Could somebody please explain me the difference between gpu::meanshiftFiltering and gpu::meanShiftSegmentation?
The documentation doesn't really help.
Maybe it's a different question, but my goal is to extract the objects' boundaries, if somebody could help me with that, it would be great.
mean shift filtering is designed to reduce noise and improve the quality of the image, it returns a "cleaner" image.
On the other hand, mean shift segmentation segments the image into regions that have roughly the same color. It returns a map of each pixel to its corresponding segment.
If you want object boundaries you should use the mean shift segmentation.
Please see the seminal work of Comaniciu and Meer Mean shift: A robust approach toward feature space analysis (PAMI 2002) describing the "mean shift" procedure.
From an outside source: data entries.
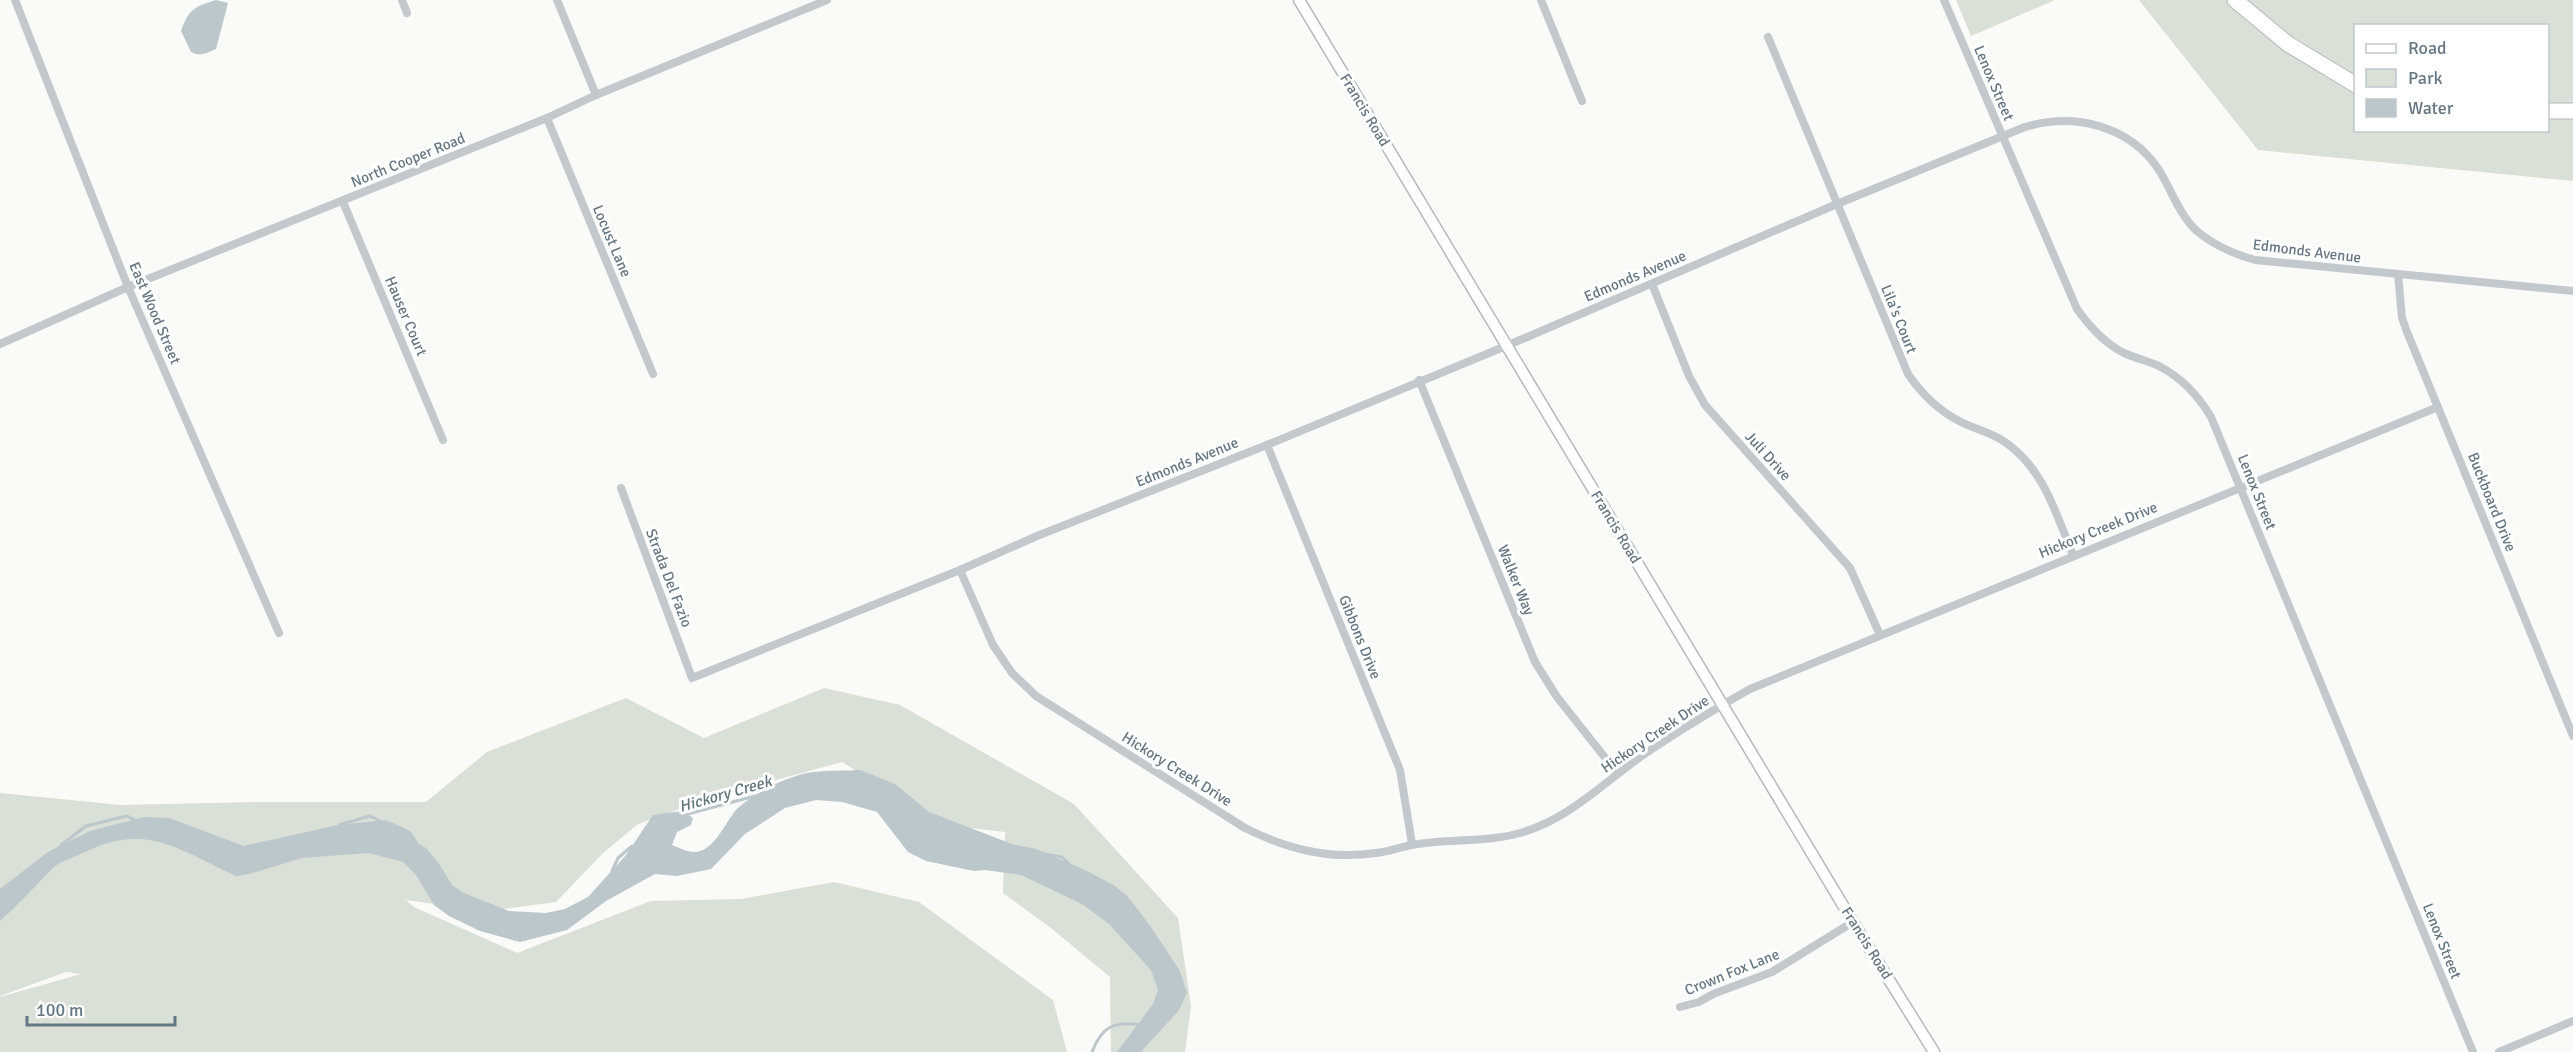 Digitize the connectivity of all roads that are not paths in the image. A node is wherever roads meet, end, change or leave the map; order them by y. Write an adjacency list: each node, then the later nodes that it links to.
1 (15, 0): 22 (street, East Wood Street)
2 (402, 0): 9 (street)
3 (557, 0): 12 (street)
4 (827, 0): 12 (street, North Cooper Road)
5 (1299, 0): 25 (street, Francis Road)
6 (1541, 0): 13 (street)
7 (1944, 0): 17 (street, Lenox Street)
8 (2235, 0): 11 (highway)
9 (408, 13)
10 (1768, 37): 19 (street, Lila's Court)
11 (2354, 84)
12 (596, 95): 16 (street, North Cooper Road)
13 (1582, 101)
14 (2549, 111): 15 (highway)
15 (2573, 111)
16 (547, 118): 18 (street, North Cooper Road); 26 (street, Locust Lane)
17 (2002, 136): 19 (street, Edmonds Avenue); 20 (street, Edmonds Avenue); 31 (street, Lenox Street)
18 (343, 202): 22 (street, North Cooper Road); 29 (street, Hauser Court)
19 (1837, 204): 21 (street, Edmonds Avenue); 33 (street, Lila's Court)
20 (2398, 274): 23 (street, Edmonds Avenue); 28 (street, Buckboard Drive)
21 (1652, 284): 25 (street, Edmonds Avenue); 36 (street, Juli Drive)
22 (129, 287): 24 (street, North Cooper Road); 35 (street, East Wood Street)
23 (2573, 291)
24 (0, 345)
25 (1506, 346): 27 (street, Edmonds Avenue); 38 (street, Francis Road)
26 (653, 374)
27 (1419, 380): 30 (street, Edmonds Avenue); 40 (street, Walker Way)
28 (2438, 407): 31 (street, Hickory Creek Drive); 39 (street, Buckboard Drive)
29 (443, 440)
30 (1267, 445): 34 (street, Edmonds Avenue); 41 (street, Gibbons Drive)
31 (2240, 487): 33 (street, Hickory Creek Drive); 46 (street, Lenox Street)
32 (621, 488): 37 (street, Strada Del Fazio)
33 (2073, 555): 36 (street, Hickory Creek Drive)
34 (960, 570): 37 (street, Edmonds Avenue); 41 (street, Hickory Creek Drive)
35 (279, 633)
36 (1880, 635): 38 (street, Hickory Creek Drive)
37 (692, 678)
38 (1723, 704): 40 (street, Hickory Creek Drive); 42 (street, Francis Road)
39 (2573, 736)
40 (1618, 774): 41 (street, Hickory Creek Drive)
41 (1412, 844)
42 (1853, 922): 43 (street, Crown Fox Lane); 45 (street, Francis Road)
43 (1680, 1007)
44 (2573, 1021): 47 (street)
45 (1934, 1052)
46 (2472, 1052)
47 (2499, 1052)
"Mean shift" is a numeric procedure designed to search for modes ("concentration points") of a distribution defined through samples. Put in simpler words in the context of image processing: you can consider all pixels of an image as samples in RGB-XY space. A "red" region in the image can be viewed as a "high probability" of pixels having red color in XY coordinates of this region.
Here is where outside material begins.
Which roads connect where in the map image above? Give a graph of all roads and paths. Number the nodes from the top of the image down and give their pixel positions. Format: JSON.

Thus you can think of an image as a collection of RGB-XY samples defining a distribution in this space.
The "mean-shift" procedure is designed to find regions in RGB-XY space with high probability ("mode" = local max points of the distribution).
Why is this perspective useful? you might ask yourself. Well, consider a noisy image, the noise drives the pixels away from the modes of the original distribution in RGB-XY space. If you can "shift" each pixel from its current (noisy) color towards a mode of the distribution you are likely to reduce the noise.
Thus, mean shift filtering changes colors of pixels to resemble the most dominant color in their vicinity.
Taking one step forward, you can ask yourself "which one of the modes each pixel belongs to?". Thus if you have m
modes (in RGB-XY space) you can assign each pixel to one of these m
modes, effectively segmenting the image into m
segments. This procedure is called mean shift segmentation.